If you want to speed up your website then Google PageSpeed Insights is an invaluable tool. It allows you to analyze and fix your website’s speed issues.
If your website suffers from slow loading speeds, you are going to miss out big time. It doesn’t matter how good your website is, what kind of content you have, or how many backlinks you own. With the age of high-speed connections, people aren’t willing to wait around while your page loads.
Most viewers recently reported they are only willing to wait around 3 to 5 seconds for a website to fully load. That’s not very much time before a potential visitor will bounce on to the next website! Almost the blink of an eye. Have you evaluated the performance of your site lately?
Many business owners are missing out on customers due to their slow-loading website. Do you know if your website loads slowly according to the standards? These are all things you can discover with Google PageSpeed Insights.
What is Google PageSpeed Insights?
The great thing about Google is it provides its customers with a variety of analytical tools. One of these tools is Google PageSpeed Insights. As you may be able to guess, this is a tool that rates the overall speed of your website. It does this by taking various data and analyzing it, scoring, and rating it where to improve.

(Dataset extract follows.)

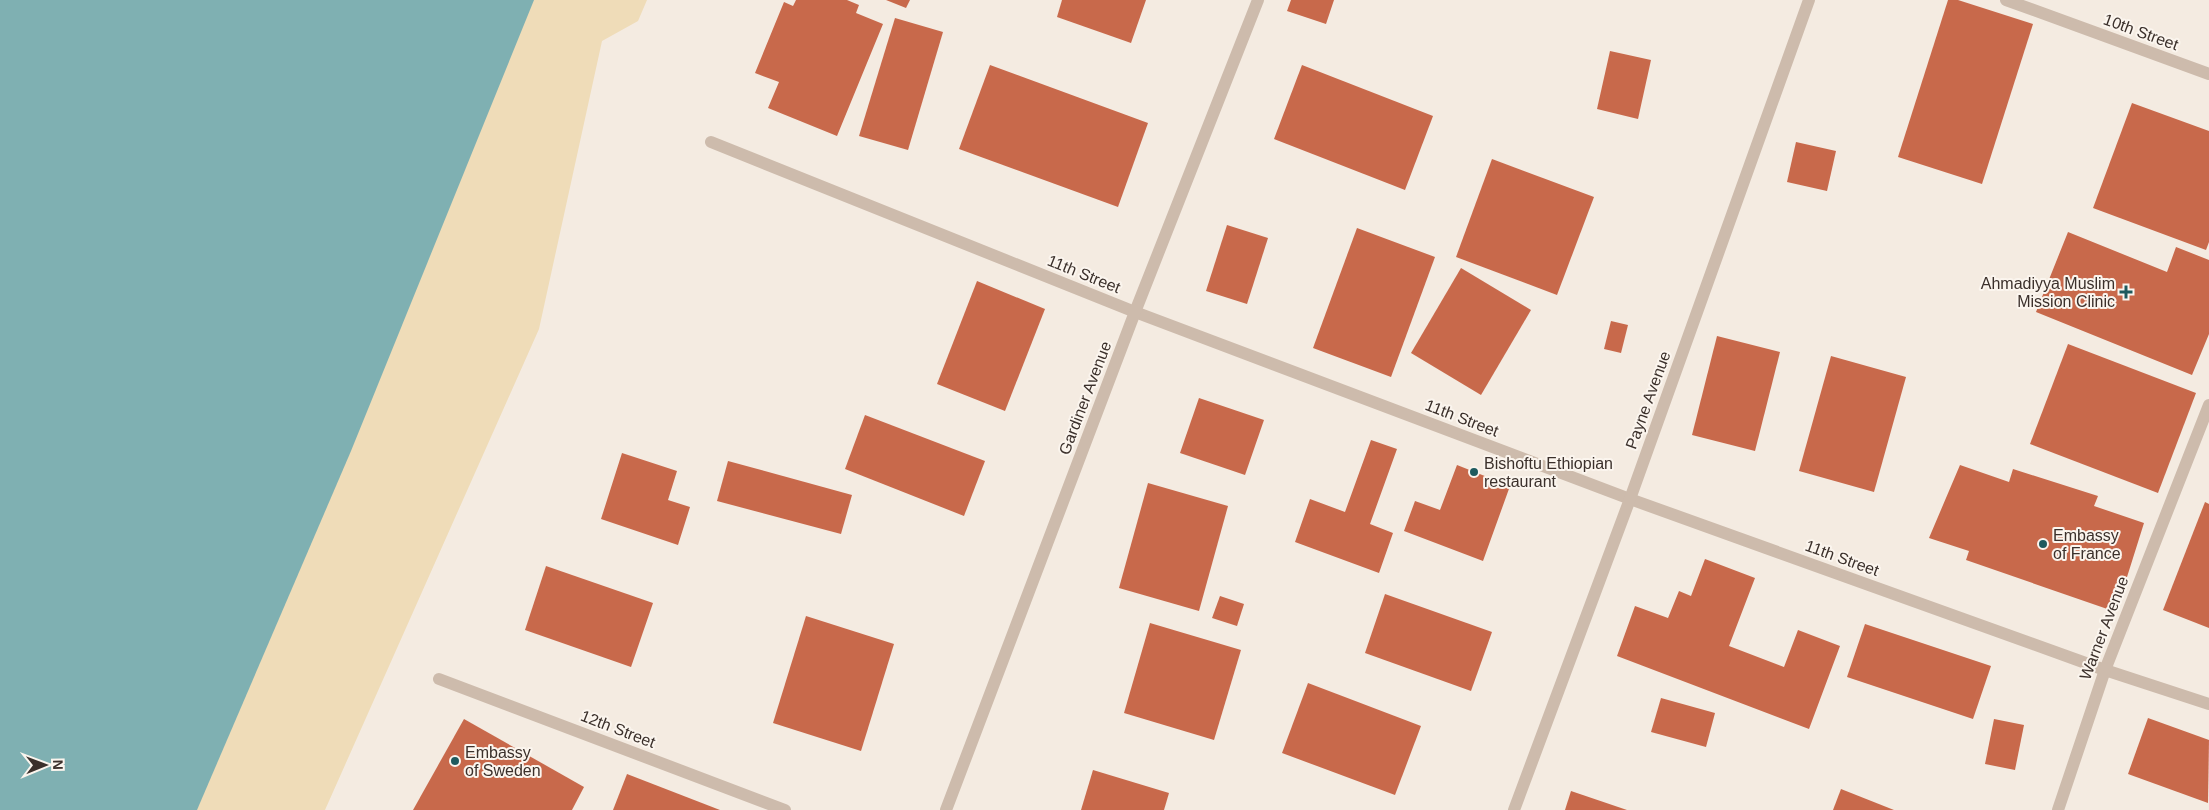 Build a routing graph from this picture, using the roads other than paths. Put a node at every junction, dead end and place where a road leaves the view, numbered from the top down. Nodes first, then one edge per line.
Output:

The beauty of the tool is that once you use it, you’ll be able to learn where your website is lacking and where it excels. Simply put, you’ll know where to make improvements. The next problems will be figuring out what improvements to make and how to go about making them. That’s exactly what this guide can help with.
How does Google PageSpeed Insights work?
You learned above that this unique tool works by analyzing, scoring, and rating the speed of your website. Expanding on this a bit more will better help you understand the tool and how to use it. What you need to know above all else is that PageSpeed Insights does two general things. It first analyzes the loading speed of your page. The second thing it does is it compares that data to an average of previously analyzed pages.
When you type your URL into the tool, you are getting a reading of two basic things. It is also important to note that this data is averaged for both mobile and desktop users. This applies if you designed your website for mobile browsing. If not, that’s a whole different ball game, which you will want to research more.
Analyzing loading time
The first thing that the Google PageSpeed Insights tool measures are the loading speeds of your website. It also measures the resources it uses to deliver data. For instance, your website uses plugins, code scripts, imagines, and tons of resources. All of these resources must communicate to deliver the content your customers see. Some of these resources may naturally take longer to load than others.
Comparing the data
The next and most crucial thing the tool does is, compares the data it just collected. It then averages that data out and that’s how you get your rating. When the test is complete, you will see several bits of information. Understanding and learning to read that information will be key to utilizing the tool to the fullest.
The information provided will be:
- The average loading time of your website (This is for both desktop and mobile users)
- There will be an overall final page speed score
- Finally, you will receive a list of suggestions to show you where to make improvements
When you receive your ratings, you will see them on a grading scale of 0 to 100. Just like what you would receive in school. Here is a general example of the ranking system:
80 to 100 – Anything in this range is a great score
60 to 79 – This range is an average score
0 to 59 – Anything in this range is the lowest of the low, and you should fix it ASAP
There will be two results, one for mobile and one for desktop. This is because websites act differently depending on the device that you are using to view them. Because of this, you’ll need to work on both versions of your website.
There will also be a list of recommendations reported alongside these numerical rankings. This is crucial information you need to pay attention to, as it will show you where to make improvements.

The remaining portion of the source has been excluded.